- [What is required]
Which lines of the records below contain the word "Южная"? Show each one.

- [Supplied material]
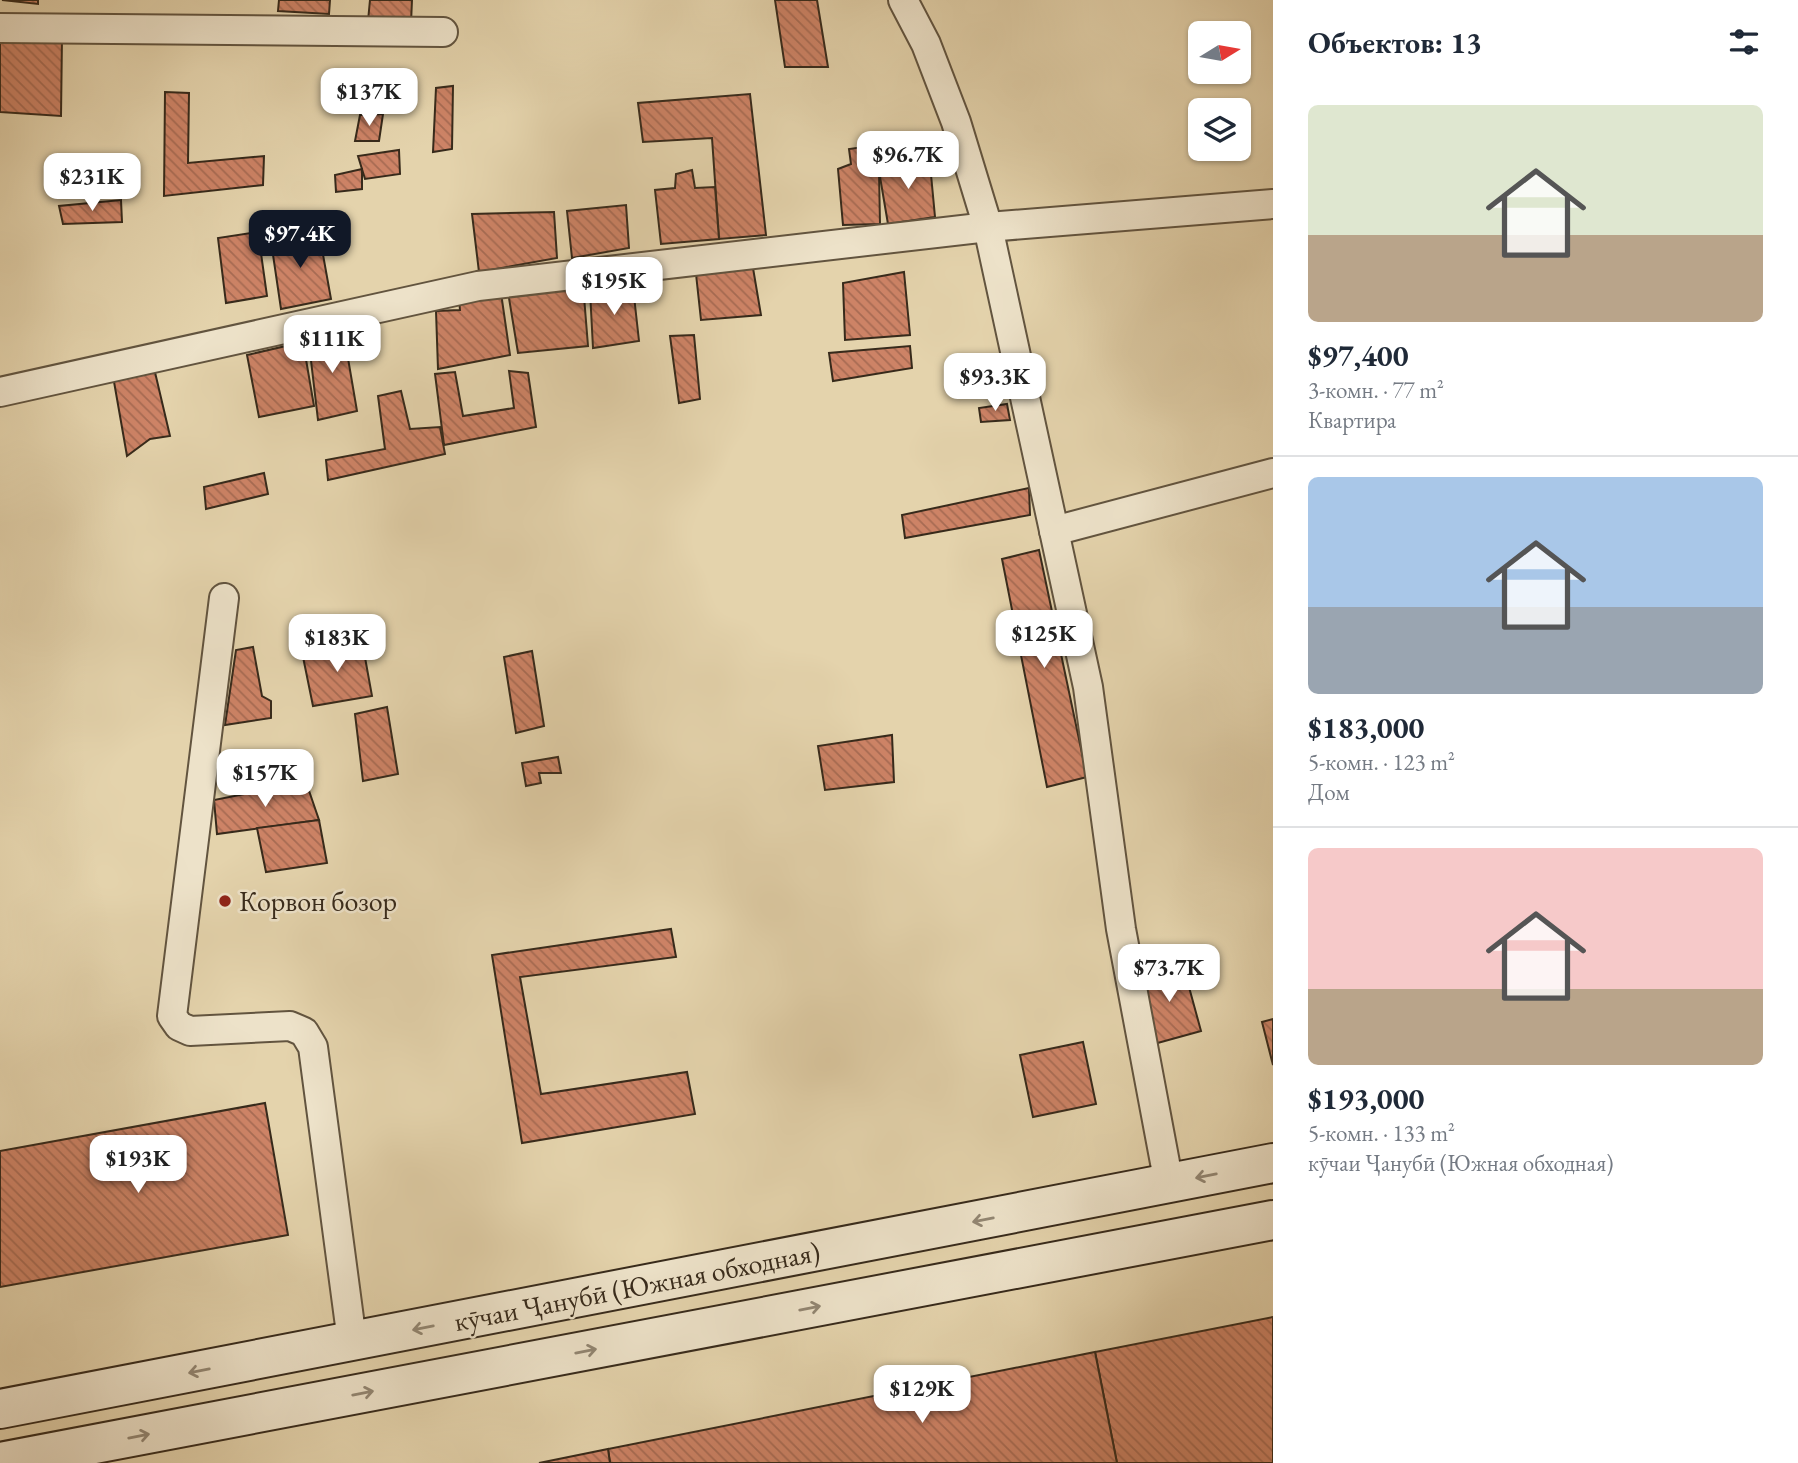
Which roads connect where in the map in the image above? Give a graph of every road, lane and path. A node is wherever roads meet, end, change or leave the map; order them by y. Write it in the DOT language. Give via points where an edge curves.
graph roads {
  1 [pos="903,0"];
  2 [pos="0,28"];
  3 [pos="443,32"];
  4 [pos="1273,204"];
  5 [pos="988,227"];
  6 [pos="0,392"];
  7 [pos="1273,473"];
  8 [pos="1054,531"];
  9 [pos="224,598"];
  10 [pos="1273,1163"];
  11 [pos="1169,1184"];
  12 [pos="1273,1220"];
  13 [pos="352,1341"];
  14 [pos="0,1409"];
  15 [pos="0,1462"];
  1 -- 5 [label="street" via="956,121"];
  2 -- 3 [label="street"];
  4 -- 5 [label="street"];
  5 -- 6 [label="street" via="478,286"];
  5 -- 8 [label="street"];
  7 -- 8 [label="street"];
  8 -- 11 [label="street" via="1088,687 1121,929"];
  9 -- 13 [label="street" via="172,1016 178,1026 190,1031 290,1026 304,1032 313,1047"];
  10 -- 11 [label="main road, кӯчаи Ҷанубӣ (Южная обходная), one-way"];
  11 -- 13 [label="main road, кӯчаи Ҷанубӣ (Южная обходная), one-way"];
  15 -- 12 [label="main road, кӯчаи Ҷанубӣ (Южная обходная), one-way"];
  13 -- 14 [label="main road, кӯчаи Ҷанубӣ (Южная обходная), one-way"];
}
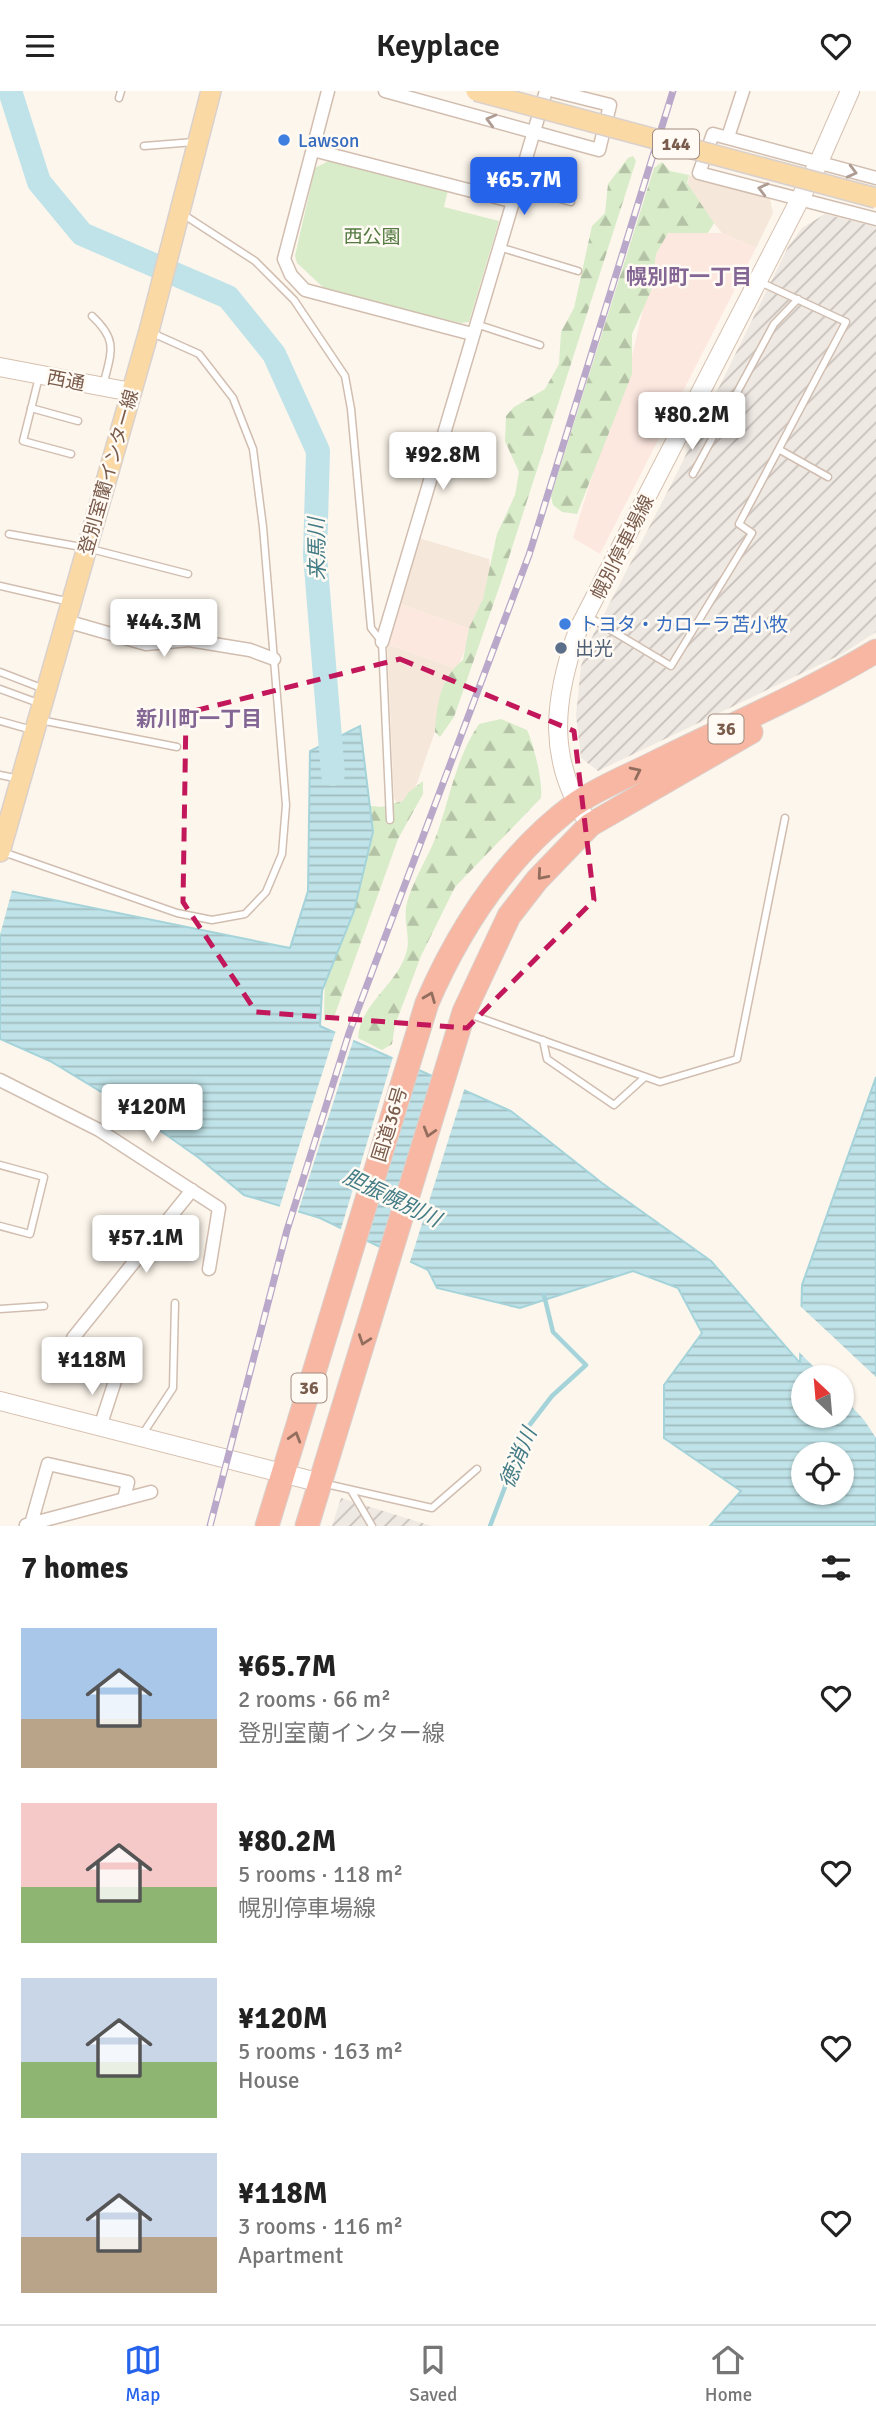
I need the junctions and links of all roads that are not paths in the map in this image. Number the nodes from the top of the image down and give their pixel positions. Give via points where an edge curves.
1 (328, 91) edge
2 (385, 91) edge
3 (476, 91) edge
4 (546, 91) edge
5 (554, 91) edge
6 (743, 91) edge
7 (850, 91) edge
8 (207, 92) edge
9 (532, 132) junction
10 (728, 137) junction
11 (198, 142) junction
12 (144, 146) dead end
13 (313, 150) junction
14 (818, 164) junction
15 (876, 178) edge
16 (516, 186) junction
17 (876, 198) edge
18 (799, 199) junction
19 (511, 201) junction
20 (571, 202) dead end
21 (178, 218) junction
22 (876, 219) edge
23 (498, 247) junction
24 (578, 271) dead end
25 (291, 275) junction
26 (758, 281) junction
27 (276, 283) junction
28 (798, 299) junction
29 (92, 316) dead end
30 (150, 325) junction
31 (473, 329) junction
32 (540, 345) dead end
33 (0, 367) edge
34 (39, 375) junction
35 (103, 387) junction
36 (131, 392) junction
37 (31, 408) junction
38 (78, 421) dead end
39 (779, 450) junction
40 (71, 454) dead end
41 (693, 474) dead end
42 (828, 477) dead end
43 (9, 534) dead end
44 (87, 548) junction
45 (188, 573) dead end
46 (0, 586) edge
47 (69, 612) junction
48 (587, 616) junction
49 (382, 642) junction
50 (876, 654) edge
51 (274, 659) junction
52 (0, 672) edge
53 (0, 689) edge
54 (40, 711) junction
55 (0, 721) edge
56 (177, 747) dead end
57 (0, 775) edge
58 (21, 780) junction
59 (575, 804) junction
60 (785, 818) dead end
61 (390, 820) dead end
62 (590, 825) junction
63 (0, 852) edge
64 (464, 1012) junction
65 (543, 1041) junction
66 (645, 1077) junction
67 (0, 1080) edge
68 (0, 1165) edge
69 (192, 1190) junction
70 (0, 1226) edge
71 (209, 1269) dead end
72 (175, 1303) dead end
73 (44, 1306) dead end
74 (0, 1309) edge
75 (73, 1338) dead end
76 (116, 1378) dead end
77 (0, 1401) edge
78 (100, 1427) junction
79 (140, 1438) junction
80 (477, 1468) dead end
81 (284, 1472) junction
82 (321, 1483) junction
83 (351, 1490) junction
84 (151, 1492) dead end
85 (124, 1499) junction
86 (33, 1524) edge
87 (267, 1526) edge
88 (307, 1526) edge
89 (372, 1526) edge

1 - 13 street
9 -> 2 street
3 - 17 main road, 144, bridge
4 - 9 street
5 - 9 street via 610,105 599,149
6 - 10 street
7 - 14 main road, 幌別停車場線
8 - 11 main road, 登別室蘭インター線
9 - 16 street
10 - 14 street
18 -> 10 street via 699,173 713,134
11 - 12 lane
11 - 21 main road, 登別室蘭インター線
13 - 19 street
13 - 25 street via 284,259
14 -> 15 street
14 - 18 main road, 幌別停車場線
16 - 19 street
16 - 20 lane
18 - 22 street
18 - 26 main road, 幌別停車場線
19 - 23 street
21 - 27 lane via 255,261
21 - 30 main road, 登別室蘭インター線
23 - 24 lane
23 - 31 street
25 - 27 lane
25 - 31 street via 305,290
26 - 28 lane
26 - 48 main road, 幌別停車場線
27 - 49 lane via 294,300 345,376 371,628
28 - 39 lane via 846,321
28 - 41 lane via 774,324
29 - 35 lane via 107,329 113,344
30 - 36 main road, 登別室蘭インター線
30 - 51 lane via 198,354 233,398 253,449
31 - 32 lane
31 - 49 street
33 - 34 main road, 西通
34 - 35 main road, 西通
34 - 37 lane
35 - 36 main road, 西通
36 - 44 main road, 登別室蘭インター線
37 - 38 lane
37 - 40 lane via 23,441
39 - 42 lane
39 - 48 lane via 739,524 752,533 671,666
43 - 44 lane
44 - 45 lane
44 - 47 main road, 登別室蘭インター線
46 - 47 lane
47 - 51 street via 146,644 189,640 250,650
47 - 54 main road, 登別室蘭インター線
48 - 59 main road, 幌別停車場線 via 578,630 559,691 561,756
49 - 61 lane
59 -> 50 highway, 36
50 - 62 highway, 36 via 839,682
51 - 63 lane via 286,805 282,854 266,892 245,914 212,920 177,913
52 - 54 lane
53 - 54 lane
54 - 55 lane
54 - 56 lane
54 - 58 main road, 登別室蘭インター線
57 - 58 lane
58 - 63 main road, 登別室蘭インター線
59 - 62 main road, 幌別停車場線
81 -> 59 highway, 国道36号 / 36 via 427,1003 459,935 505,873
60 - 66 lane via 737,1059 660,1082
62 -> 64 highway, 36 via 509,916
64 - 65 lane
64 -> 82 highway, 36
65 - 66 lane
65 - 66 lane via 547,1059 614,1105
67 - 69 street via 99,1130
68 - 70 lane via 44,1177 30,1234
69 - 71 street via 219,1207
69 - 75 street
72 - 79 lane via 173,1388
73 - 74 lane
76 - 78 street
77 - 78 main road
78 - 79 main road
79 - 81 main road
80 - 83 lane via 432,1508
81 - 82 main road
81 - 87 highway, 国道36号 / 36
82 - 83 lane
82 - 88 highway, 36
83 - 89 lane
84 - 85 street
85 - 86 street
85 - 86 street via 128,1482 48,1464

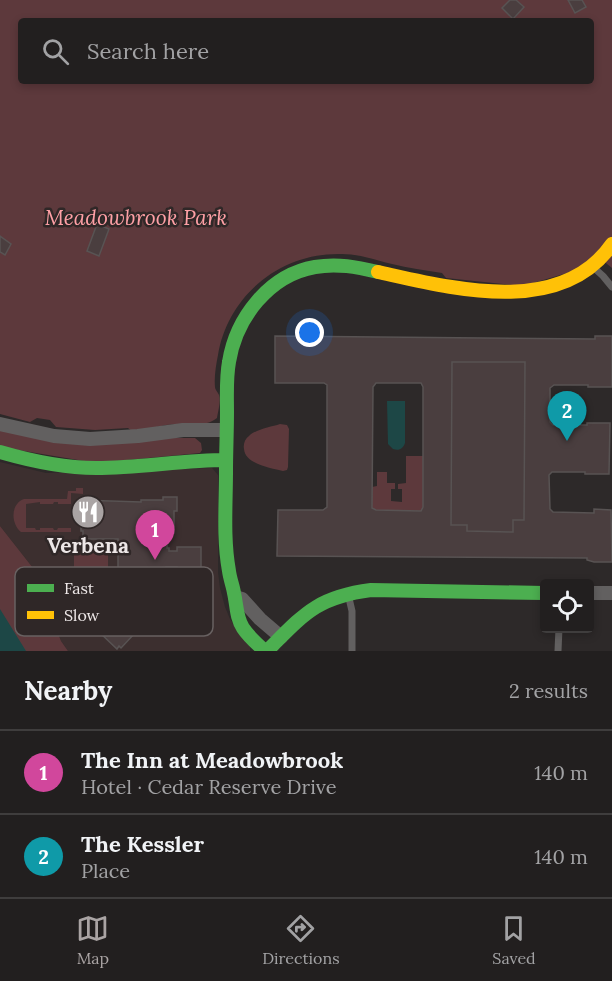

- [Solution to this task]
  10 -- 11 [label="main road, кӯчаи Ҷанубӣ (Южная обходная), one-way"];
  11 -- 13 [label="main road, кӯчаи Ҷанубӣ (Южная обходная), one-way"];
  15 -- 12 [label="main road, кӯчаи Ҷанубӣ (Южная обходная), one-way"];
  13 -- 14 [label="main road, кӯчаи Ҷанубӣ (Южная обходная), one-way"];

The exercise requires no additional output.